**PROBLEM DESCRIPTION:**
Verbatim transcription of the listing is needed.

**DATA TO USE:**
# # # #

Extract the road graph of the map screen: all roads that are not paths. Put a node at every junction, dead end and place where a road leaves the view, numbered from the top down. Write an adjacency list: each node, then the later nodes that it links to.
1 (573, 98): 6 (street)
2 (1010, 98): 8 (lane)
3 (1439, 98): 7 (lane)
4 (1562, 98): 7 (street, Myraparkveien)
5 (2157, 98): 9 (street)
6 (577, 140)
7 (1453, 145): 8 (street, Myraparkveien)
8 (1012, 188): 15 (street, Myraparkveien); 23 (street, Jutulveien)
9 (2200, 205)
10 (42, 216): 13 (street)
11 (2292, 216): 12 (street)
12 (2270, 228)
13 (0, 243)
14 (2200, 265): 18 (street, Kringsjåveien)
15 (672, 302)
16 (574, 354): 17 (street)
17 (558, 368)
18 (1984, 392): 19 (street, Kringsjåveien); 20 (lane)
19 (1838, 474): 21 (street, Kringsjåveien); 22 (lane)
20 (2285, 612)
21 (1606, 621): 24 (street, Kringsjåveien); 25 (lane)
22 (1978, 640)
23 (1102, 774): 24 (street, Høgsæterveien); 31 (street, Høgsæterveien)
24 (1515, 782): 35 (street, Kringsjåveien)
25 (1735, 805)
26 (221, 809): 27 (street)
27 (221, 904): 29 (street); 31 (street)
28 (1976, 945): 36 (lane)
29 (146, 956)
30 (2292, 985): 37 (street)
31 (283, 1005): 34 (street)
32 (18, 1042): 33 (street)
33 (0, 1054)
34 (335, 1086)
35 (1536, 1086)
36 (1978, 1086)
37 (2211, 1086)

# # # #

**EXERCISE RESULT:**
Extract the road graph of the map screen: all roads that are not paths. Put a node at every junction, dead end and place where a road leaves the view, numbered from the top down. Write an adjacency list: each node, then the later nodes that it links to.
1 (573, 98): 6 (street)
2 (1010, 98): 8 (lane)
3 (1439, 98): 7 (lane)
4 (1562, 98): 7 (street, Myraparkveien)
5 (2157, 98): 9 (street)
6 (577, 140)
7 (1453, 145): 8 (street, Myraparkveien)
8 (1012, 188): 15 (street, Myraparkveien); 23 (street, Jutulveien)
9 (2200, 205)
10 (42, 216): 13 (street)
11 (2292, 216): 12 (street)
12 (2270, 228)
13 (0, 243)
14 (2200, 265): 18 (street, Kringsjåveien)
15 (672, 302)
16 (574, 354): 17 (street)
17 (558, 368)
18 (1984, 392): 19 (street, Kringsjåveien); 20 (lane)
19 (1838, 474): 21 (street, Kringsjåveien); 22 (lane)
20 (2285, 612)
21 (1606, 621): 24 (street, Kringsjåveien); 25 (lane)
22 (1978, 640)
23 (1102, 774): 24 (street, Høgsæterveien); 31 (street, Høgsæterveien)
24 (1515, 782): 35 (street, Kringsjåveien)
25 (1735, 805)
26 (221, 809): 27 (street)
27 (221, 904): 29 (street); 31 (street)
28 (1976, 945): 36 (lane)
29 (146, 956)
30 (2292, 985): 37 (street)
31 (283, 1005): 34 (street)
32 (18, 1042): 33 (street)
33 (0, 1054)
34 (335, 1086)
35 (1536, 1086)
36 (1978, 1086)
37 (2211, 1086)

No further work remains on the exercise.